Figure S7. Sagittal MIP angiogram images from two normal volunteers using the BIR-8 preparation. VS-ASL images (left) demonstrate the opportunity for visualization of both the arterial and venous systems but with some compromise in arterial only depiction. Note signal dropout in the VS-ASL images as arterial blood flows past the cavernous sinus (yellow arrows). PC-ASL images (right) depict only the arterial system but do not show signal loss over the cavernous sinus (yellow arrows). Both acquisitions were performed using matched scan parameters including: FOV = 22 x 22 x 18 cm3, flip angle = 8°, isotropic resolution of 0.7 x 0.7 x 0.7 mm3, TE/TR = 1.1 ms / 5.5 ms, 8600 radial projection angles, 180 projections collected between preparation pulses (990 ms sampling window), time between preparations of 4 s, scan time of 6:16 (min:sec). This is roughly accelerated by 15x relative to Nyquist sampling, although the effective acceleration is lower due to multiple coils, the smaller size of the head with respect to the FOV, and the sparsity of the blood vessels. A 3 s labeling duration was used for the PC-ASL acquisition, and both acquisitions used a minimal post labeling delay (~20 ms). Please note this acquisition used a much longer sampling window after preparation than for relative tag efficiency mapping and is thus sensitive to flow during the imaging readout (see Figure S8).

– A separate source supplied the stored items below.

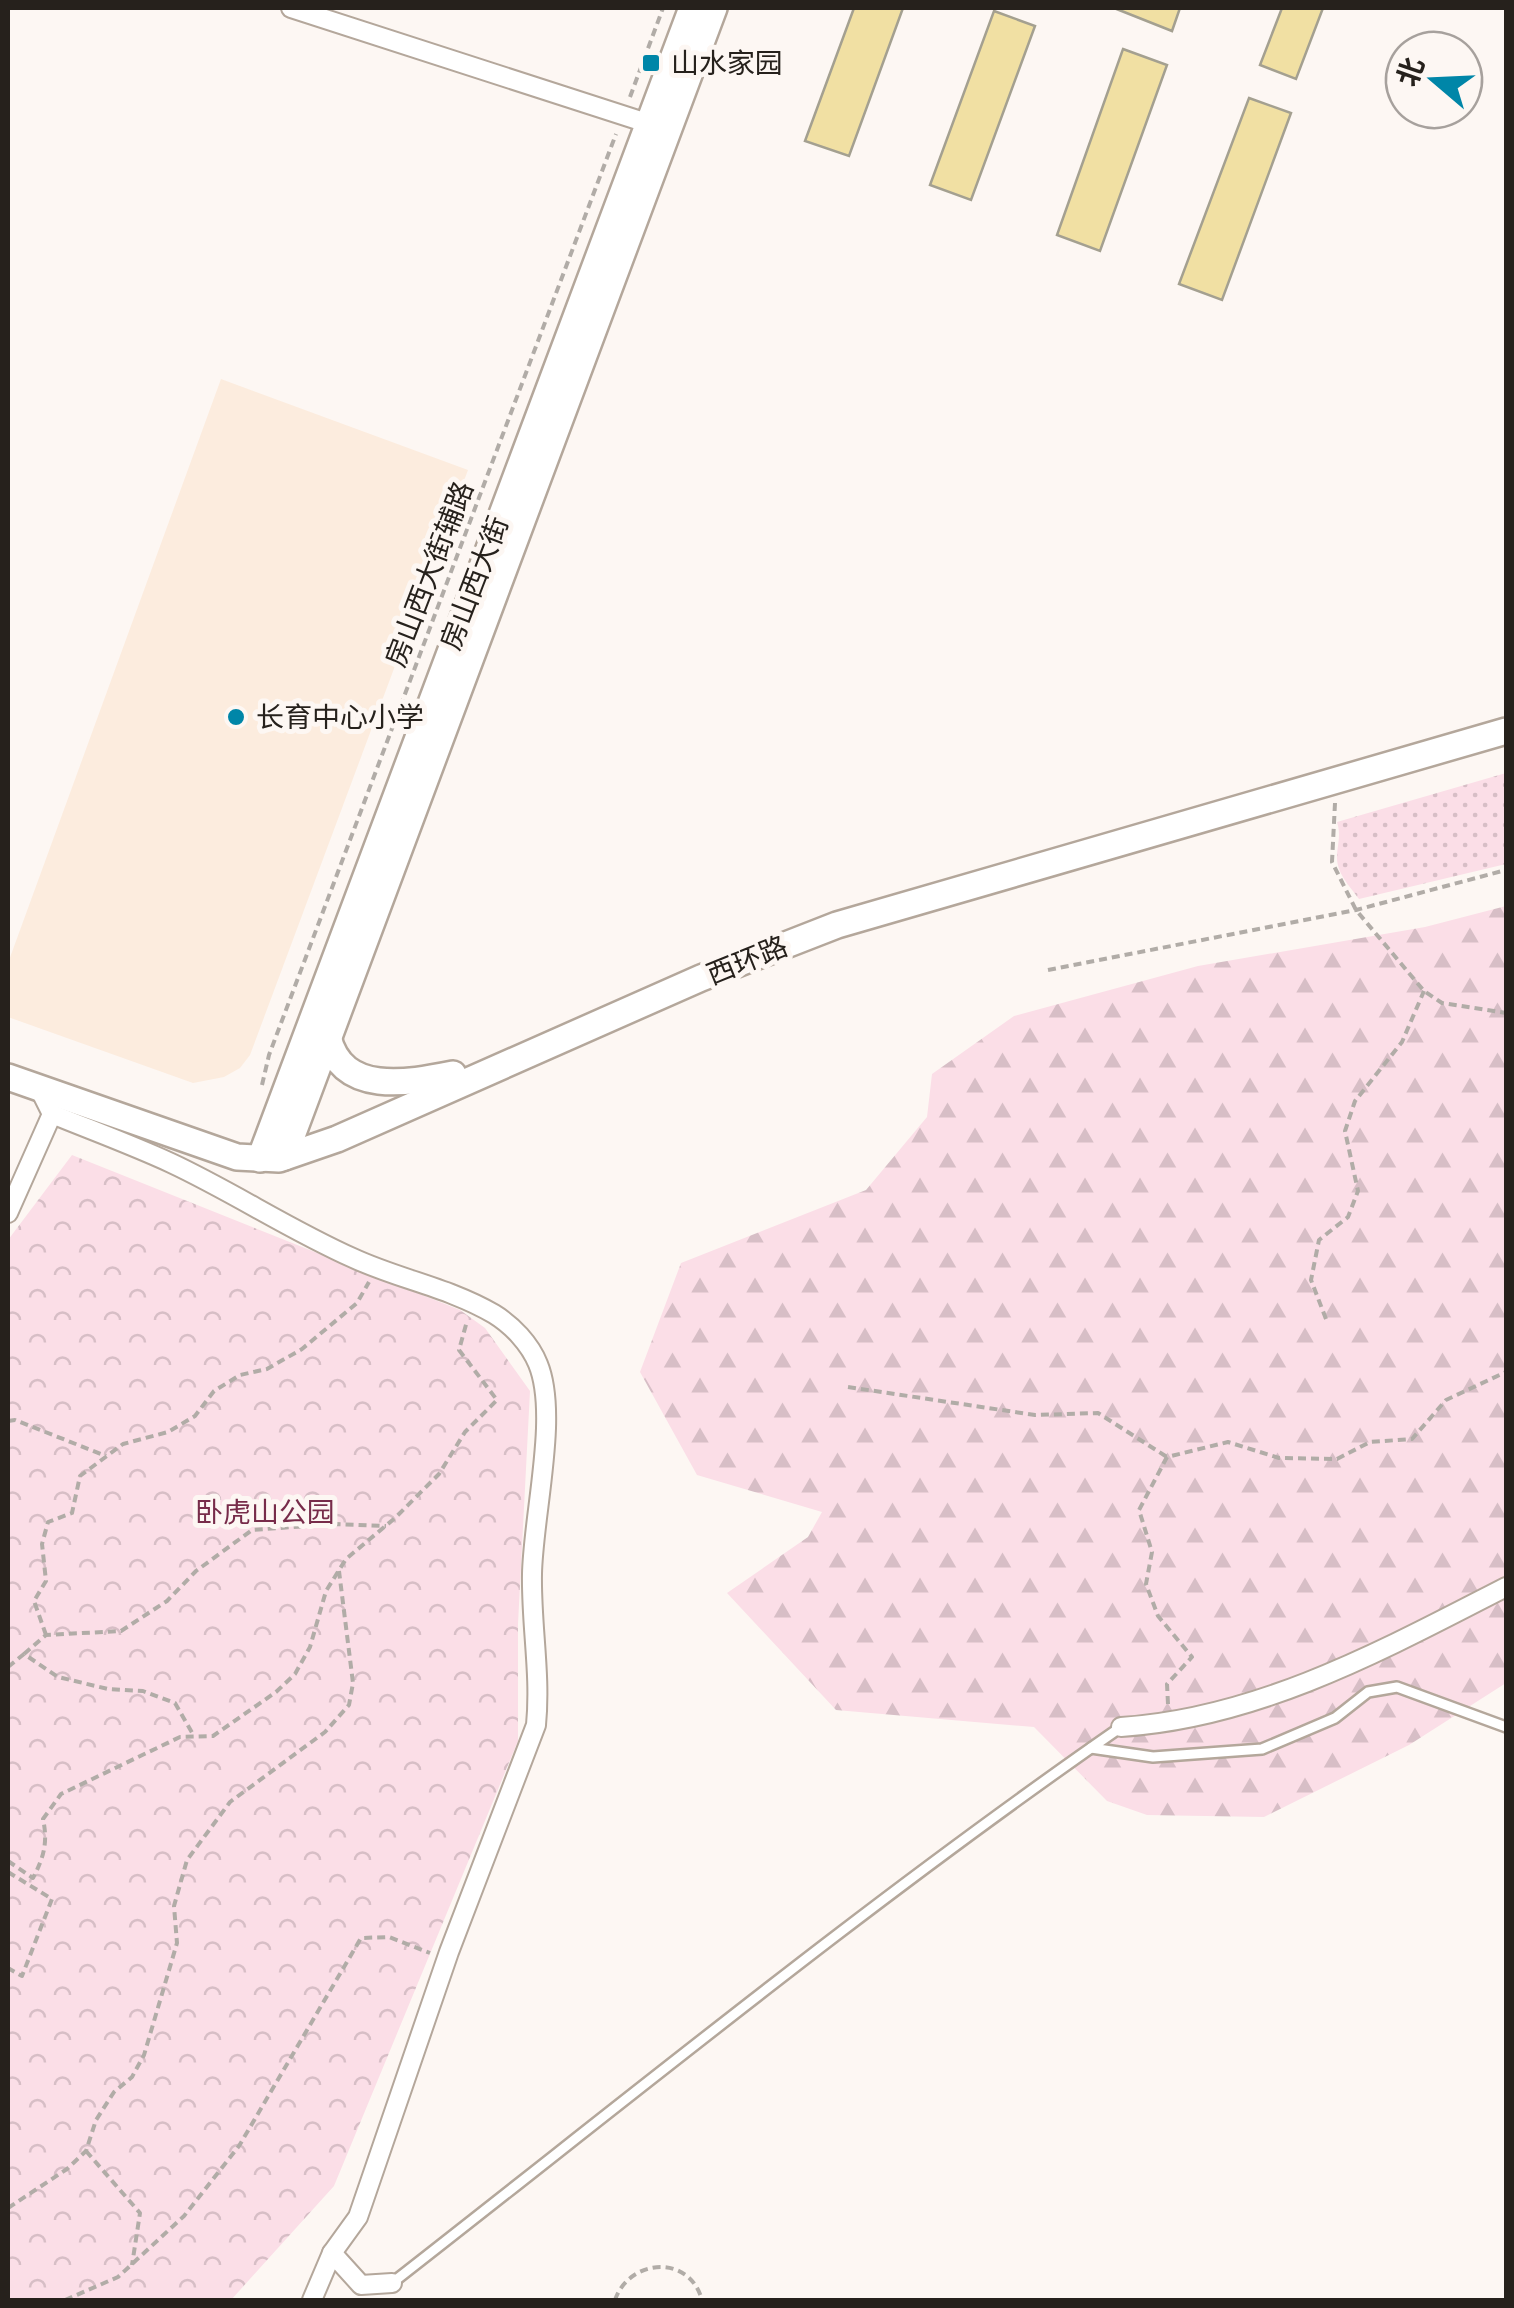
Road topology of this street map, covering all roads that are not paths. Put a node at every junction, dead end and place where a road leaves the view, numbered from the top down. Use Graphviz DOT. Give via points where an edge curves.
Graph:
graph roads {
  1 [pos="291,8"];
  2 [pos="692,8"];
  3 [pos="714,8"];
  4 [pos="635,119"];
  5 [pos="1506,718"];
  6 [pos="1506,732"];
  7 [pos="328,1036"];
  8 [pos="8,1064"];
  9 [pos="453,1074"];
  10 [pos="8,1078"];
  11 [pos="39,1088"];
  12 [pos="52,1114"];
  13 [pos="275,1151"];
  14 [pos="8,1213"];
  15 [pos="1506,1586"];
  16 [pos="1506,1726"];
  17 [pos="1122,1727"];
  18 [pos="1091,1748"];
  19 [pos="332,2253"];
  20 [pos="392,2283"];
  21 [pos="312,2300"];
  1 -- 4 [label="street"];
  2 -- 4 [label="main road, 房山西大街"];
  3 -- 7 [label="main road, 房山西大街"];
  4 -- 13 [label="main road, 房山西大街"];
  5 -- 9 [label="main road, 西环路" via="840,912 750,944"];
  6 -- 13 [label="main road, 西环路" via="772,948 337,1140"];
  7 -- 9 [label="main road" via="340,1064 370,1080 401,1083"];
  7 -- 13 [label="main road, 房山西大街"];
  8 -- 13 [label="main road"];
  9 -- 13 [label="main road, 西环路"];
  10 -- 11 [label="main road"];
  11 -- 12 [label="street"];
  11 -- 13 [label="main road" via="237,1156"];
  12 -- 14 [label="street"];
  12 -- 19 [label="street" via="172,1164 354,1259 497,1315 537,1360 547,1390 533,1532 536,1726 358,2217"];
  15 -- 17 [label="street" via="1269,1699 1168,1724"];
  16 -- 18 [label="lane" via="1397,1686 1368,1692 1335,1718 1262,1749 1153,1757"];
  17 -- 18 [label="lane"];
  18 -- 20 [label="lane" via="761,1994"];
  19 -- 20 [label="street" via="361,2285"];
  19 -- 21 [label="street"];
}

Figure S8. Sagittal and coronal MIP angiogram images from an example case in which 500 ms of look-locker data was collected using the BIR-8 preparation with 3D radial sampling, and the case was reconstructed retrospectively to resolve the effect of bulk transport on the observed tagging efficiency. The acquisition was performed using: FOV = 22 x 22 x 18 cm3, flip angle = 8°, isotropic resolution of 0.7 x 0.7 x 0.7 mm3, TE/TR = 1.1 ms / 5.6 ms, 7,743 radial projection angles, 89 projections collected between preparation pulses (498 ms sampling window). Images were retrospectively binned to 5 equal time frames and reconstructed using iterative SENSE. As can be seen with the yellow arrows, sections of the ICA initially are untagged but appears to be tagged in later frames. This is due to the transport of blood along the ICA. This is also observed in the straight sinus (green arrow) where the vein is tagged and then is filled with untagged blood from the capillary bed. These errors can lead to substantial bias in the estimated efficiency in addition to bias from T1 decay of the tag/control difference.
Table S1. Gradient waveform amplitudes and timing parameters. Separation time indicates the time between the start of the first gradient pulse until the start of the next gradient pulse.